Do the plants poop? Yes! All poop!

Well, somehow. It depends on what you mean exactly by "poo". If you're talking about solid waste coming out of a hole at the end of a tube just for poop, well, the plants obviously do not do it. But the poop is actually a way for our body to pump things that they can not use or that could hurt us. And plants do this totally too!

For example, when the Venus fly trap closes after a meal of tasty bugs, it releases chemicals that liquefy all the soft parts. The plant eats the delicious juice, but opens again to drop the crunchy pieces. These solids are waste and could be considered as vegetable shit. Pitcher plants, on the other hand, keep these crispy parts at the bottom of the pitcher's tube, where they rot with the help of microbes until they're gone or until they're gone. 39 that this leaf dies. So, instead of pooping, they turn part of their body into a septic system. Yum!

Of course, plants also suck carbon dioxide from the air and release oxygen in the incredible process called photosynthesis, but this probably looks more like breathing – so we do not breathe in any plant poop . They also give off extra water through their leaves, but it's not quite right either, but rather like sweating or peeing.

A plant is better able to get rid of salt, metals and other matter by spreading it through its leaves, bark, heart and roots. Mangrove trees, which often live in salt water, extract extra salt from their leaves.

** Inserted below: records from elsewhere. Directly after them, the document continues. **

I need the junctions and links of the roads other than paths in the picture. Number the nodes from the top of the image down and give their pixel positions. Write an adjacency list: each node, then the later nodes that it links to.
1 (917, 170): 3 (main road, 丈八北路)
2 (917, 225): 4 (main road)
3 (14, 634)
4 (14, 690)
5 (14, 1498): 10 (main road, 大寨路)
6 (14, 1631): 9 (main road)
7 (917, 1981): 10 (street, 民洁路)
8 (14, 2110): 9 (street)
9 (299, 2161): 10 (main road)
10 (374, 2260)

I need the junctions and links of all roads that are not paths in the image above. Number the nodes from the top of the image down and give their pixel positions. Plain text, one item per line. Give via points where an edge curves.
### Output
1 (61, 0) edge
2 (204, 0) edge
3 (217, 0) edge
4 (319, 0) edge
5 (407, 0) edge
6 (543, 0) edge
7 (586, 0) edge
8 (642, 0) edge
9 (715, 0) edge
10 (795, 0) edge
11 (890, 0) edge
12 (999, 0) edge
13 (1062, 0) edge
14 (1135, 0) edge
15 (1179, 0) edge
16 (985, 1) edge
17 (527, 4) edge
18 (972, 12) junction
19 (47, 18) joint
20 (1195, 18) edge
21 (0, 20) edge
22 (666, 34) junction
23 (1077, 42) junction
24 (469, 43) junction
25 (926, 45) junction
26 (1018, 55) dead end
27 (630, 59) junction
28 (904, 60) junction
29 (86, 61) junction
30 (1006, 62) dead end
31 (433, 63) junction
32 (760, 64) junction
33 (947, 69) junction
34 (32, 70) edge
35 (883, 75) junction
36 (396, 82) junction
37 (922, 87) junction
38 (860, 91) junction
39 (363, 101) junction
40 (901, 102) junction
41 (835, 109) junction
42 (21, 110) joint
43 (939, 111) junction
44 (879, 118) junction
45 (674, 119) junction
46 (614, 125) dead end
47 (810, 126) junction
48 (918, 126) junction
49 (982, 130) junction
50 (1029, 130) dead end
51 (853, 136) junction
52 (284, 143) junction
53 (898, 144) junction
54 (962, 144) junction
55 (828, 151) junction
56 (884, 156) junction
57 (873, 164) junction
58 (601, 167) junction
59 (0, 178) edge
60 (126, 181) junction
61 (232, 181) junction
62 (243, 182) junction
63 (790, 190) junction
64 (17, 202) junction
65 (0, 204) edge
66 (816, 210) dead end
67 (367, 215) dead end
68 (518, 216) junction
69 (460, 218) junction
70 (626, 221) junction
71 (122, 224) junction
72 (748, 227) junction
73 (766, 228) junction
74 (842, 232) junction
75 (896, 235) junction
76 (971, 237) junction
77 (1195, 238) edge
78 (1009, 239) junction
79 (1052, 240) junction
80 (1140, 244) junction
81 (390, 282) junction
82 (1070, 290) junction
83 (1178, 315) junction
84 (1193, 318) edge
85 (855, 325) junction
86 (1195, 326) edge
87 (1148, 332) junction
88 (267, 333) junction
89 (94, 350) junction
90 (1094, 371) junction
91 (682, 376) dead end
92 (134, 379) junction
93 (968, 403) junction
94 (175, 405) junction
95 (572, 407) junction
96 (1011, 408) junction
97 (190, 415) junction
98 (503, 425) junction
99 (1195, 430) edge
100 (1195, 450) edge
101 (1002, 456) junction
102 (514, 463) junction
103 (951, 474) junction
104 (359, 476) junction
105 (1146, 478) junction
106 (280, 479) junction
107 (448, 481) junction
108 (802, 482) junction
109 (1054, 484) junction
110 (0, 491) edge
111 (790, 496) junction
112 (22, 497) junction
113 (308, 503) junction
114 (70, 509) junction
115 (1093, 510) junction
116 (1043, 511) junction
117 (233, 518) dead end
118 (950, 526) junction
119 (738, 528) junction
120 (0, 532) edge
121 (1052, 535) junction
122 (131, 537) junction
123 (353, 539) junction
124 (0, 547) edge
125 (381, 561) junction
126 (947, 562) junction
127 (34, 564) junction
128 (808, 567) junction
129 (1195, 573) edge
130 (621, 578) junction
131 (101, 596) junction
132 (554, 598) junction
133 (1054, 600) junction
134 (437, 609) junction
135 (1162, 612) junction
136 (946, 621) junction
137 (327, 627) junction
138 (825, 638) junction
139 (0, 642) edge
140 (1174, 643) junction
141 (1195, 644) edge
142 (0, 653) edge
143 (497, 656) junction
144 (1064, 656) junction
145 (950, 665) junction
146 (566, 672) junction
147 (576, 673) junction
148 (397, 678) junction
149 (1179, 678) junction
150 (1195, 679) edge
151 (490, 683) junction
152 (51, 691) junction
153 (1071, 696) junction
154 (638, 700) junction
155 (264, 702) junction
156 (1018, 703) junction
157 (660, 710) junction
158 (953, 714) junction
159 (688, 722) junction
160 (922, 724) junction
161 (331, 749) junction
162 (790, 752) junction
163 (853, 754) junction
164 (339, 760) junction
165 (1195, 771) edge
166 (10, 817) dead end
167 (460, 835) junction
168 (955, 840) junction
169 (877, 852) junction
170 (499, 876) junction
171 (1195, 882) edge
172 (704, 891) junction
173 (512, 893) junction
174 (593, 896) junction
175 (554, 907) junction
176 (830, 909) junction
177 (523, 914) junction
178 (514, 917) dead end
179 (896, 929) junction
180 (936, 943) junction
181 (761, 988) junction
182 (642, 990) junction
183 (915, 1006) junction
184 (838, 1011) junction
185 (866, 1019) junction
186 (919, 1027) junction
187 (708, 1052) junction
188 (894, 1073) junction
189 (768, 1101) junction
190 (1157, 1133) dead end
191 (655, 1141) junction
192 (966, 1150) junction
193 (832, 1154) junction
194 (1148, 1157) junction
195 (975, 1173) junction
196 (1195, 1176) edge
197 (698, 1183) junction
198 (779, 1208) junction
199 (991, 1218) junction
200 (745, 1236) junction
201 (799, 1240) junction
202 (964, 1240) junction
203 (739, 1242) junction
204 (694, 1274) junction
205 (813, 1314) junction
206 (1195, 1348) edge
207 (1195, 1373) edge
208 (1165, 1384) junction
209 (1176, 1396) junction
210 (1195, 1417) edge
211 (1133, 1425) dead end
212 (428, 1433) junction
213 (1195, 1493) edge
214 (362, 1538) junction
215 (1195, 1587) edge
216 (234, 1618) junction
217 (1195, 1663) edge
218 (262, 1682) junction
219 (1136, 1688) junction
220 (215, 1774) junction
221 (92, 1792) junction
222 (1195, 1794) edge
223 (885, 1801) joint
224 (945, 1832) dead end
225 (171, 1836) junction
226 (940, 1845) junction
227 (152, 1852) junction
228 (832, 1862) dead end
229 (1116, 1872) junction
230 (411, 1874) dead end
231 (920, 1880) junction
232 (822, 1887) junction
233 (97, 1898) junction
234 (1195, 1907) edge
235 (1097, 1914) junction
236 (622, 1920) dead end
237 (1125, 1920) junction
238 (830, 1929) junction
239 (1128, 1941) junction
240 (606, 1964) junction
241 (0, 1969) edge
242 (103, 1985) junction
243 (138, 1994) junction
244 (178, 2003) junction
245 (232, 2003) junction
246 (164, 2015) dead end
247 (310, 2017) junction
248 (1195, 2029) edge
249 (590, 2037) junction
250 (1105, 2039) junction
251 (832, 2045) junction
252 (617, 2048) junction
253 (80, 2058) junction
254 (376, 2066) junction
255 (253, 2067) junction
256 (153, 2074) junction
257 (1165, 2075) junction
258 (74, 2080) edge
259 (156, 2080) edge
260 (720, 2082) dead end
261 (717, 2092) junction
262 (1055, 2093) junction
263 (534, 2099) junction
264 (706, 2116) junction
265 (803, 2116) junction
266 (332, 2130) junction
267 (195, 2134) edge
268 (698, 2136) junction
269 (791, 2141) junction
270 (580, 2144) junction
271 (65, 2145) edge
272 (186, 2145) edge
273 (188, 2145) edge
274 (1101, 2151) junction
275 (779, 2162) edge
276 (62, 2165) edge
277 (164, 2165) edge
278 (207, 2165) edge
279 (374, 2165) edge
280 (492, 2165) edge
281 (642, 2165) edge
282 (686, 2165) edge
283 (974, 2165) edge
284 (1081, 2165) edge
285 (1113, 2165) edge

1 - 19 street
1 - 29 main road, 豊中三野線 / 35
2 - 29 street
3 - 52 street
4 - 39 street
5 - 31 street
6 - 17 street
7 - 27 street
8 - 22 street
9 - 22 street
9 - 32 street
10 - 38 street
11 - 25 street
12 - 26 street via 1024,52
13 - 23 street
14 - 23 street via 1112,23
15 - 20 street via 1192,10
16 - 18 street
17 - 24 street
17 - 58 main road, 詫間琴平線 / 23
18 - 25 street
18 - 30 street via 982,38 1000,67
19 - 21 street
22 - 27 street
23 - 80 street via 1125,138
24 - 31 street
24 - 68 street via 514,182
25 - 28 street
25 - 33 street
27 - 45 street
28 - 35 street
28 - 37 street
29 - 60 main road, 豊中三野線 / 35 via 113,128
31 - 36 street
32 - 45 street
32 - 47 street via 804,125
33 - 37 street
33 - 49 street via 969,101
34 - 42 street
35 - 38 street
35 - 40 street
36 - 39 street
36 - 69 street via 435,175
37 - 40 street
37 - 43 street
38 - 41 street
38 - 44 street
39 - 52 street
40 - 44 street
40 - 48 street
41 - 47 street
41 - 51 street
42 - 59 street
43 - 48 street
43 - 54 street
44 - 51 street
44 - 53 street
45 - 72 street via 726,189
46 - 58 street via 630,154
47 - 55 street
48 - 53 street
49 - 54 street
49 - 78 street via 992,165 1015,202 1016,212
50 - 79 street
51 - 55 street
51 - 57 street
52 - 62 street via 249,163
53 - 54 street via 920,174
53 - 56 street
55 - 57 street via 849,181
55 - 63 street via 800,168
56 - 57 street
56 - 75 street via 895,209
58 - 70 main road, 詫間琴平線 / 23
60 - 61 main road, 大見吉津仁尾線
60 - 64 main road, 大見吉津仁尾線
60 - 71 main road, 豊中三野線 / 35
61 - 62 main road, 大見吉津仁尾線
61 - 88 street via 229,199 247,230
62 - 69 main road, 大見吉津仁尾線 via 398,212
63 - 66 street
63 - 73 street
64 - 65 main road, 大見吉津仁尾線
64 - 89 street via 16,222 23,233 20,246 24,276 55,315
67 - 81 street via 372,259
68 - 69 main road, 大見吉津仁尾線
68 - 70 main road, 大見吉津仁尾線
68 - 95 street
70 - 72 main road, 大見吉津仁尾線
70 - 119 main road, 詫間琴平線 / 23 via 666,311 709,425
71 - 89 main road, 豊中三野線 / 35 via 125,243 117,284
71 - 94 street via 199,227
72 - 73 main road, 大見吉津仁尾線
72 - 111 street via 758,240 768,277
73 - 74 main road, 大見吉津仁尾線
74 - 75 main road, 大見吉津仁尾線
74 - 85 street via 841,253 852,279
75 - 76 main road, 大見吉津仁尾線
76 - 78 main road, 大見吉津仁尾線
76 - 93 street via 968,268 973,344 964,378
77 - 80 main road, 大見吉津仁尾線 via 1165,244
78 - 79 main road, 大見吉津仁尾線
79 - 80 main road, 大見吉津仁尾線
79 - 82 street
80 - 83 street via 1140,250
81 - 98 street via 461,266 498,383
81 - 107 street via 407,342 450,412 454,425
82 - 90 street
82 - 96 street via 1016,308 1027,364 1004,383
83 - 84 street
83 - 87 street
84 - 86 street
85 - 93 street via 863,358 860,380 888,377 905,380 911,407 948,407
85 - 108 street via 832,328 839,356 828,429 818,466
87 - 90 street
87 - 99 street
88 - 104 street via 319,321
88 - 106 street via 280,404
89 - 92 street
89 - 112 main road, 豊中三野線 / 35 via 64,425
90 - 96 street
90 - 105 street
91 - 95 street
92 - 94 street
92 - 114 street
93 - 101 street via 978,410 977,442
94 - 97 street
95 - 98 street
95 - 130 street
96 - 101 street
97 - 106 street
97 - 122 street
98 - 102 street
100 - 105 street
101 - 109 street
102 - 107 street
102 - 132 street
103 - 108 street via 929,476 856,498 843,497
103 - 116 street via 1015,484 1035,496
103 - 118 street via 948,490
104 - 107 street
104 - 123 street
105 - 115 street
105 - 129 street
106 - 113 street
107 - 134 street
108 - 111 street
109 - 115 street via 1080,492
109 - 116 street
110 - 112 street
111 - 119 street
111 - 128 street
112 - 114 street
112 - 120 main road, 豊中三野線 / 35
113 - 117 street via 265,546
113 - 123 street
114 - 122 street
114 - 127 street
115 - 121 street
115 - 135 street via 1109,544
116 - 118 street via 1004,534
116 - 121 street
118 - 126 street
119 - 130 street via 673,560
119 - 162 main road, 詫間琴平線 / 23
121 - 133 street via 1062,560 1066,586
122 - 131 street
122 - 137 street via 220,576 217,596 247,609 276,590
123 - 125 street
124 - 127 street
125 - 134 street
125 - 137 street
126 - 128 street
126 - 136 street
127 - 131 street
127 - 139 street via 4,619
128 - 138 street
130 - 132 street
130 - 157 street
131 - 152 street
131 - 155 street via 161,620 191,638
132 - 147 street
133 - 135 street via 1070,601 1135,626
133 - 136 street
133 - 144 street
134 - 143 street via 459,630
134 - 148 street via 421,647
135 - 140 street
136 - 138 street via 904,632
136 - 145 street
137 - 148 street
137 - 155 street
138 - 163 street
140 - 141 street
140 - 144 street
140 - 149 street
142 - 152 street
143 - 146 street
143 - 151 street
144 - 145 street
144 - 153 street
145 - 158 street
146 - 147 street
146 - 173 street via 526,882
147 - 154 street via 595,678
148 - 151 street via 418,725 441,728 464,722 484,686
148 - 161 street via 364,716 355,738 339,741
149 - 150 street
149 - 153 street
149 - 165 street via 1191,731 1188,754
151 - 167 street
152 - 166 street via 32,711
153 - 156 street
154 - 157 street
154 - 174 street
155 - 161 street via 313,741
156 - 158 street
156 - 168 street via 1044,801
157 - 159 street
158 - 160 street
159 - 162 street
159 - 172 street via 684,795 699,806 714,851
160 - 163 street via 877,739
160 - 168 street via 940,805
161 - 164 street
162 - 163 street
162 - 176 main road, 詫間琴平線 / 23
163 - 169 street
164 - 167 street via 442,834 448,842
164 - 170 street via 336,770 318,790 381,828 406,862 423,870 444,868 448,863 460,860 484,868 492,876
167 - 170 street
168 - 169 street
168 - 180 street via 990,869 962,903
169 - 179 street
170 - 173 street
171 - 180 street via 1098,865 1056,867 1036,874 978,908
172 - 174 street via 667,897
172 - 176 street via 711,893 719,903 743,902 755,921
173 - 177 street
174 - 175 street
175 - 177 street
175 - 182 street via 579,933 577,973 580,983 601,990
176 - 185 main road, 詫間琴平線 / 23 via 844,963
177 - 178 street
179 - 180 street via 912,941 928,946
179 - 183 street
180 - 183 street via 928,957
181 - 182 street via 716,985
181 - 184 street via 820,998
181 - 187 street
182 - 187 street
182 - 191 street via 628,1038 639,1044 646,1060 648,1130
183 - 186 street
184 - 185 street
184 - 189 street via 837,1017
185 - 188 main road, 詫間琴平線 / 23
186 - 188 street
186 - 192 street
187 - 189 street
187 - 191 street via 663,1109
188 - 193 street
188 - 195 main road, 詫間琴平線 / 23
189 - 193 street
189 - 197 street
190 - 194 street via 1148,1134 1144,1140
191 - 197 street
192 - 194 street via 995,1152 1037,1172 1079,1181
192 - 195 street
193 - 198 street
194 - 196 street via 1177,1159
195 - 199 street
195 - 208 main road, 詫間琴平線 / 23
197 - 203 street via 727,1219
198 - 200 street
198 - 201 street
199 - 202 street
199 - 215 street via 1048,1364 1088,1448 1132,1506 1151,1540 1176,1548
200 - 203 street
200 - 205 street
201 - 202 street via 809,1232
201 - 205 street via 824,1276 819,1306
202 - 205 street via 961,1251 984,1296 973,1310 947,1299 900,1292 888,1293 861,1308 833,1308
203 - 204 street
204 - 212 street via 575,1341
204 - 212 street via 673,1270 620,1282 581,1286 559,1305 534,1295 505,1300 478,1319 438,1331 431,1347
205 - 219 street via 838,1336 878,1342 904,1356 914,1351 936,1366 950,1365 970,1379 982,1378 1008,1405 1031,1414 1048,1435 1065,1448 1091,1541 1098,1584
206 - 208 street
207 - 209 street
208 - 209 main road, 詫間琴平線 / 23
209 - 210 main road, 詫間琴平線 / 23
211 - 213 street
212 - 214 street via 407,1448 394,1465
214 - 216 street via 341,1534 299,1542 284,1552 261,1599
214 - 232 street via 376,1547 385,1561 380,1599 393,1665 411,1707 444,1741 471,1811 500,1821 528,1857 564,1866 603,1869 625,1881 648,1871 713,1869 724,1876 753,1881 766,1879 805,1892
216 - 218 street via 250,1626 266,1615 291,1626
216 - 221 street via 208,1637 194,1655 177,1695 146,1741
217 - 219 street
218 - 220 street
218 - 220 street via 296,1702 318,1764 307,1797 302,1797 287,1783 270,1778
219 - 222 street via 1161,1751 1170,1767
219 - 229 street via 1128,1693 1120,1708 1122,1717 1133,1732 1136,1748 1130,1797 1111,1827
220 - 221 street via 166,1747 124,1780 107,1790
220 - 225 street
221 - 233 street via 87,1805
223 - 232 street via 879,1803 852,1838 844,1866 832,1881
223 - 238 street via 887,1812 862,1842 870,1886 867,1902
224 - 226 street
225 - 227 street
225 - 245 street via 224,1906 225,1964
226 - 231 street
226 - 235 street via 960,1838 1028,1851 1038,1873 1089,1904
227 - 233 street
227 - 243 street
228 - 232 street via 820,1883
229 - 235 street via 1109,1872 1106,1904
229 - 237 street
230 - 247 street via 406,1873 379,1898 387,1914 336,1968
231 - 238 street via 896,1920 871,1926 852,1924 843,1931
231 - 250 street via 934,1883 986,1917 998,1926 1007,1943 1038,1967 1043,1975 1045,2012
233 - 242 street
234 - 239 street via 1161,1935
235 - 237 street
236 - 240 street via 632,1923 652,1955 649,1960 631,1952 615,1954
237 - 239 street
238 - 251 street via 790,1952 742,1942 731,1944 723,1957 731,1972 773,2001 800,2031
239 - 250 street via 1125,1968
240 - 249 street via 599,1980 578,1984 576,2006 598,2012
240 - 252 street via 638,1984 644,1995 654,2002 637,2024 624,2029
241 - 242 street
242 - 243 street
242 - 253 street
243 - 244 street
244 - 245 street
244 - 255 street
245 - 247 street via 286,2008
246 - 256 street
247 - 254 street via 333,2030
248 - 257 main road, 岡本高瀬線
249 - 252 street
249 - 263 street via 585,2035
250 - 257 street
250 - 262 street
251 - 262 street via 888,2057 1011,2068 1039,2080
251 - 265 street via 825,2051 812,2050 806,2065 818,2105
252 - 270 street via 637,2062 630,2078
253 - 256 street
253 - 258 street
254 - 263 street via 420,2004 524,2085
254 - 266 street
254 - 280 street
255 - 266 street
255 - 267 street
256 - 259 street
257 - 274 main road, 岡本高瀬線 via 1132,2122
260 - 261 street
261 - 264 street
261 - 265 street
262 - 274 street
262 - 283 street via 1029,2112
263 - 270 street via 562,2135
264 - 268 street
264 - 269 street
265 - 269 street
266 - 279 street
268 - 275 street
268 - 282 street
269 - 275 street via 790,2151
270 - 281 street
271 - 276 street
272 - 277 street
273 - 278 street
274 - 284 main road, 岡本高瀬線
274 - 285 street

So they poop in salt. Other trees send waste to their bark or heartwood. Therefore, if you are reading this on paper or if you are sitting at a desk, it is likely that you are touching a tree poop now. And those beautiful leaves that color and fall in the fall? This is a great way for trees to get rid of materials that are not particularly useful: Beautiful, beautiful shit.

The plants are sucking too. Yes! The plants release methane, the same flammable gas, into the farts of you and me and a few million cows. Smithsonian biogeochemist Patrick Mcgonigal is a world expert in this plant gas. Just like we have in our stomach microbes that break down food and give off gas odors, trees contain microbes that also make farts. The gas escapes through the bark or stems. According to Mr. Mcgonigal, scientists do not really know at this point if the farts of the tree help the tree. But they know that all trees do not fart in the same way. "We're seeing some trees farting more than others," says Mcgonigal.

So as long as you think of poo in general, plants do it! They also do things like breathing, sweating, peeing and even farting. Who knew?